Flowable 和Observable使用场景的区别:
1使用Observable较好的场景
- 一般处理最大不超过1000条数据,并且几乎不会出现内存溢出
- GUI鼠标事件,基本不会背压(可以结合 sampling/debouncing操作)
- 处理同步流
2 使用Flowable较好的场景
- 处理以某种方式产生超过10KB的元素
- 文件读取与分析
- 读取数据库记录,也是一个堵塞的和基于拉取模式
- 网络I/O
- 创建一个响应式非堵塞接口
4. Single、Completable和Maybe
4.1 Single
从SingleEmitter的源码可以看出,Single 只有 onSuccess 和 onError 事件。
/**
* Copyright (c) 2016-present, RxJava Contributors.
*
* Licensed under the Apache License, Version 2.0 (the "License"); you may not use this file except in
* compliance with the License. You may obtain a copy of the License at
*
* http://www.apache.org/licenses/LICENSE-2.0
*
* Unless required by applicable law or agreed to in writing, software distributed under the License is
* distributed on an "AS IS" BASIS, WITHOUT WARRANTIES OR CONDITIONS OF ANY KIND, either express or implied. See
* the License for the specific language governing permissions and limitations under the License.
*/
package io.reactivex;
import io.reactivex.annotations.*;
import io.reactivex.disposables.Disposable;
import io.reactivex.functions.Cancellable;
/**
* Abstraction over an RxJava {@link SingleObserver} that allows associating
* a resource with it.
* <p>
* All methods are safe to call from multiple threads.
* <p>
* Calling onSuccess or onError multiple times has no effect.
*
* @param <T> the value type to emit
*/
public interface SingleEmitter<T> {
/**
* Signal a success value.
* @param t the value, not null
*/
void onSuccess(@NonNull T t);
/**
* Signal an exception.
* @param t the exception, not null
*/
void onError(@NonNull Throwable t);
/**
* Sets a Disposable on this emitter; any previous Disposable
* or Cancellation will be unsubscribed/cancelled.
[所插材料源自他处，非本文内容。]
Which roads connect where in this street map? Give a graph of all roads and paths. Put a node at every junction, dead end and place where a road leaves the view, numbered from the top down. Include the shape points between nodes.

* @param s the disposable, null is allowed
*/
void setDisposable(@Nullable Disposable s);
/**
* Sets a Cancellable on this emitter; any previous Disposable
* or Cancellation will be unsubscribed/cancelled.
* @param c the cancellable resource, null is allowed
*/
void setCancellable(@Nullable Cancellable c);
/**
* Returns true if the downstream cancelled the sequence.
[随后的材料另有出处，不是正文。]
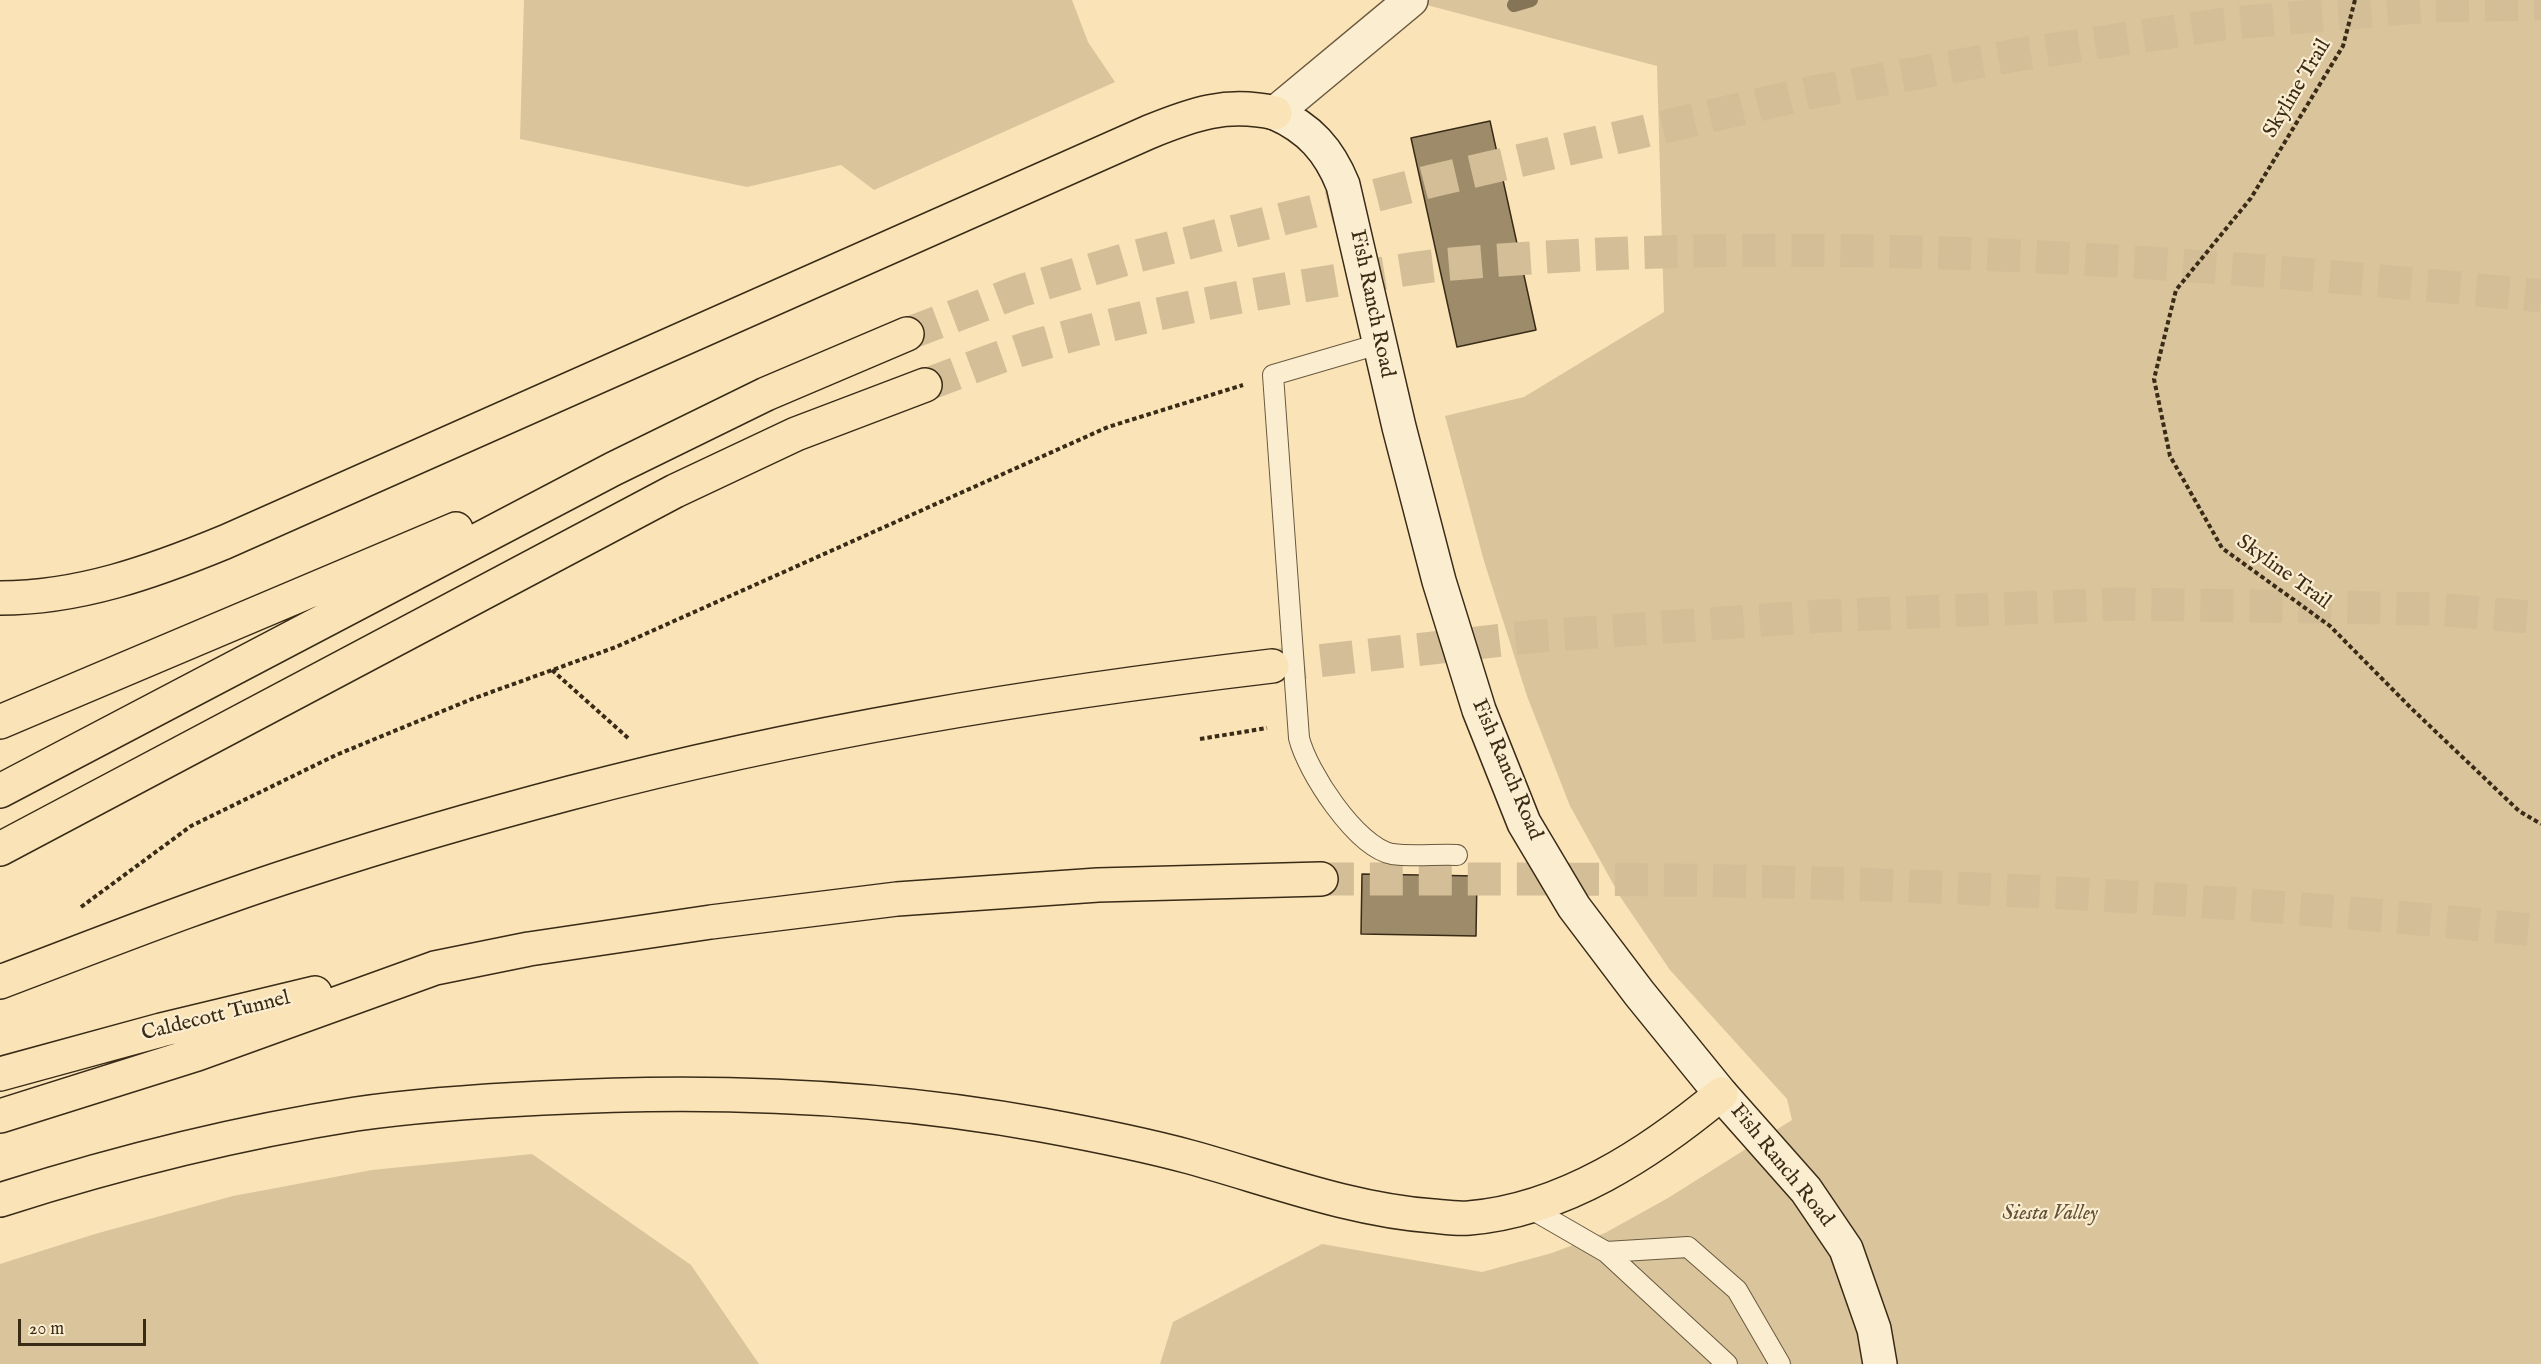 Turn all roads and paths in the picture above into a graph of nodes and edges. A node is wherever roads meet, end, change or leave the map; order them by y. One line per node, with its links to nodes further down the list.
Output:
1 (1412, 0): 3 (main road)
2 (2355, 0): 17 (path, Skyline Trail)
3 (1275, 113): 5 (main road, Fish Ranch Road); 9 (highway)
4 (907, 334): 8 (highway)
5 (1379, 344): 6 (lane); 25 (main road, Fish Ranch Road)
6 (1273, 375): 11 (path); 13 (lane)
7 (925, 385): 18 (highway)
8 (679, 436): 12 (highway); 16 (highway)
9 (0, 598)
10 (1272, 666): 15 (highway)
11 (552, 670): 15 (path); 21 (path)
12 (0, 722)
13 (1297, 723): 14 (path); 19 (lane)
14 (1200, 739)
15 (665, 770): 23 (highway)
16 (0, 791)
17 (2541, 824)
18 (0, 849)
19 (1457, 855)
20 (1320, 879): 22 (highway)
21 (76, 910)
22 (435, 968): 24 (highway, Caldecott Tunnel); 26 (highway)
23 (0, 982)
24 (0, 1074)
25 (1722, 1094): 28 (highway); 32 (main road, Fish Ranch Road)
26 (0, 1116)
27 (0, 1200): 28 (highway)
28 (1528, 1206): 29 (lane)
29 (1606, 1252): 30 (lane); 31 (lane)
30 (1727, 1364)
31 (1780, 1364)
32 (1880, 1364)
* @return true if the downstream cancelled the sequence
*/
boolean isDisposed();
}
其中,onSuccess()用于发射数据(在Observable/Flowable中使用onNext()来发射数据)。而且只能发射一个数据,后面即使再发射数据也不会做任何处理。
Single的SingleObserver中只有onSuccess、onError,并没有onComplete。这是 Single 跟其他四种被观察者最大的区别。
Single.create(new SingleOnSubscribe<String>() {
@Override
public void subscribe(@NonNull SingleEmitter<String> e) throws Exception {
e.onSuccess("test");
}
}).subscribe(new Consumer<String>() {
@Override
public void accept(@NonNull String s) throws Exception {
System.out.println(s);
}
}, new Consumer<Throwable>() {
@Override
public void accept(@NonNull Throwable throwable) throws Exception {
throwable.printStackTrace();
}
});
上面的代码,由于Observer中有两个Consumer,还可以进一步简化成
Single.create(new SingleOnSubscribe<String>() {
@Override
public void subscribe(@NonNull SingleEmitter<String> e) throws Exception {
e.onSuccess("test");
}
}).subscribe(new BiConsumer<String, Throwable>() {
@Override
public void accept(String s, Throwable throwable) throws Exception {
System.out.println(s);
}
});
Single 可以通过toXXX方法转换成Observable、Flowable、Completable以及Maybe。
4.2 Completable
Completable在创建后,不会发射任何数据。从CompletableEmitter的源码可以看到
/**
* Copyright (c) 2016-present, RxJava Contributors.
*
* Licensed under the Apache License, Version 2.0 (the "License"); you may not use this file except in
* compliance with the License. You may obtain a copy of the License at
*
* http://www.apache.org/licenses/LICENSE-2.0
*
* Unless required by applicable law or agreed to in writing, software distributed under the License is
* distributed on an "AS IS" BASIS, WITHOUT WARRANTIES OR CONDITIONS OF ANY KIND, either express or implied. See
* the License for the specific language governing permissions and limitations under the License.
*/
package io.reactivex;
import io.reactivex.annotations.*;
import io.reactivex.disposables.Disposable;
import io.reactivex.functions.Cancellable;
/**
* Abstraction over an RxJava {@link CompletableObserver} that allows associating
* a resource with it.
* <p>
* All methods are safe to call from multiple threads.
* <p>
* Calling onComplete or onError multiple times has no effect.
*/
public interface CompletableEmitter {
/**
* Signal the completion.
*/
void onComplete();
/**
* Signal an exception.
* @param t the exception, not null
*/
void onError(@NonNull Throwable t);
/**
* Sets a Disposable on this emitter; any previous Disposable
* or Cancellation will be disposed/cancelled.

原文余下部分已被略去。